第3話 今日から君はマイファミリー
俺は昔、彼女に会った事があるらしい。
あるらしい…そう、俺の記憶は曖昧だ。
古梶家は戦国時代より代々続く名門中の名門。
かの武田信玄、上杉謙信、北条氏康、今川義元らを圧倒するかの勢いを見せていた、らしい、我がご先祖、古梶又左衛門ノ助春嘉。
その又左衛門ノ助さんが1代で築き、こうして平成の世まで代々繋げてきた、古梶家。
故に。
名家故に、各戦国より続く名門の家々との方と、沢山の交流を持つ事になる訳で。
同盟、連合、停戦…戦国時代に行なれた様々な交流しかり、それは現代の社会にも同じ。
俺は古梶家の長男として、生まれてからこの方…沢山の方々と出会ってきた。
数多くの名門家の当主や、その息子娘達に会ってきた。
そんな中で、たった1人の当主の娘の顔など、覚えいる訳などなくて…
「今日からお世話になります! 不束者ですが、どうぞよろしく!」
パンパンになったボストンバッグを両手に持ち、満面の笑みで我が古梶家の敷地内の端にある、離れの屋敷の玄関に現れた、
俺の、嫁の、
門馬波奈。
いや…もう形式上は『古梶波奈』だ。
「…よ、よろしく」
俺は自分でも分かるくらいの、煮え切らない態度を取った。
今日の午後のあの後。
客室で待っていたのは、親父が俺の嫁にと連れてきた門馬波奈…さんと、その母親。
そこからの流れは台風直撃時の川の濁流の如き早さだった。
まずこちらの反応待たずして一瞬の隙に親父が俺を羽交締め。
その一瞬に気を取られた時、どこからともなく現れた、古梶家の道場の門弟である若い兄ちゃん2人組。
門弟2人は締まり動かぬ我が身体に無理矢理ハンコを持たせるな否や、そのまま客室の真ん中に置かれたテーブルの前へ連れてかれ、
そのテーブルの上にあった書類…と思わしき紙にまたもや無理矢理ハンコをポンっと。
その書類即ち…婚姻届。
まさかの速攻。
ここまで掛かった時間、僅か5秒。
あまりの突然な出来事に固まる俺。
何が起きたかさっぱりなのだ。
そしてそのまま固まる俺を他所に、親父は目前で俺と同じく固まる、門馬波奈さんに向かい、言った。
「波奈さん、今日からあなたの苗字は古梶だ。
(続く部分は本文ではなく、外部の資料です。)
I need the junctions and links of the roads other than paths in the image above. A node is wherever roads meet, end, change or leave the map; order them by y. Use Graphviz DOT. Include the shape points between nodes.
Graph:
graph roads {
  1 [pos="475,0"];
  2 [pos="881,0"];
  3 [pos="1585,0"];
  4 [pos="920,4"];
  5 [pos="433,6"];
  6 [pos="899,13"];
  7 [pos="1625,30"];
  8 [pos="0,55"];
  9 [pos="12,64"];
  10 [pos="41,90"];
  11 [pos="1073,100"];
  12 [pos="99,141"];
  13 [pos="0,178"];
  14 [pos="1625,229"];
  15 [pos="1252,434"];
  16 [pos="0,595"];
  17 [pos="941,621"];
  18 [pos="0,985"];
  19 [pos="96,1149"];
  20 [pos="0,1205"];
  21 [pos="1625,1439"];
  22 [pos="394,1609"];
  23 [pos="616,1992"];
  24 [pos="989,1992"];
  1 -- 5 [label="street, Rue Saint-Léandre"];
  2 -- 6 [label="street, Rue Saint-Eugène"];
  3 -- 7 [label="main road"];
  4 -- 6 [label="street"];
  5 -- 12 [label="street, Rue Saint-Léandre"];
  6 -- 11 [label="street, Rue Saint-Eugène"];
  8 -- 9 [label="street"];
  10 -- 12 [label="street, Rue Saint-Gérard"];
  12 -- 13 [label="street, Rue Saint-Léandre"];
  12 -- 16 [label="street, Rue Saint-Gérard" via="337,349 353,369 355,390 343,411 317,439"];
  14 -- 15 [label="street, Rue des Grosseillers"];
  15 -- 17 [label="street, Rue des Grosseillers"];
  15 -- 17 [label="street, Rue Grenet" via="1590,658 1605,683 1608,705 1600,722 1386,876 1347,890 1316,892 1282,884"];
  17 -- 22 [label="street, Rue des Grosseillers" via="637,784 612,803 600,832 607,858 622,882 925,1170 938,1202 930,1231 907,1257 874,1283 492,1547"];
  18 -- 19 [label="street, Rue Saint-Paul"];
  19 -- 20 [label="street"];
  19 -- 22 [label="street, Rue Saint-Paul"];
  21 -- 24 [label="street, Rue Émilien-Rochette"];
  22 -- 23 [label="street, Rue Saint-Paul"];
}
ようこそマイファミリー!」
納得はしていない。
全くと言って良い程、納得はしていない。
「いいのかよ…えっと、門馬さんだっけ? こんな意味のわからない状況、理解した上でウチに来たのか?」
俺は油断をしていた。
無理矢理ハンコを押し、完成した婚姻届。
普段ならば、
「何やってんだよ、バカかアンタ! こんな…おまっ、バカか親父!」
と、ツッコミのひとつやふたつ入れることろなのだが。
こんな互いの意見を無視した婚姻届など、受理されるハズが無い。
相手方も固まっているのを見るに、恐らく不本意。
当人同士が望んでいないのだ。
こんなのはナシだ。
故に、油断していた。
今日からマイファミリー。
荷物まとめて夕方には古梶家の離れの屋敷に来てね、と言って一旦門馬さんを帰らした親父。
こんなの、来るわけないじゃん。
と、思いながら迎えた夕方。
門馬波奈さんは、親父の言い付け通り、
古梶家の離れの屋敷へと、やって来たのだ。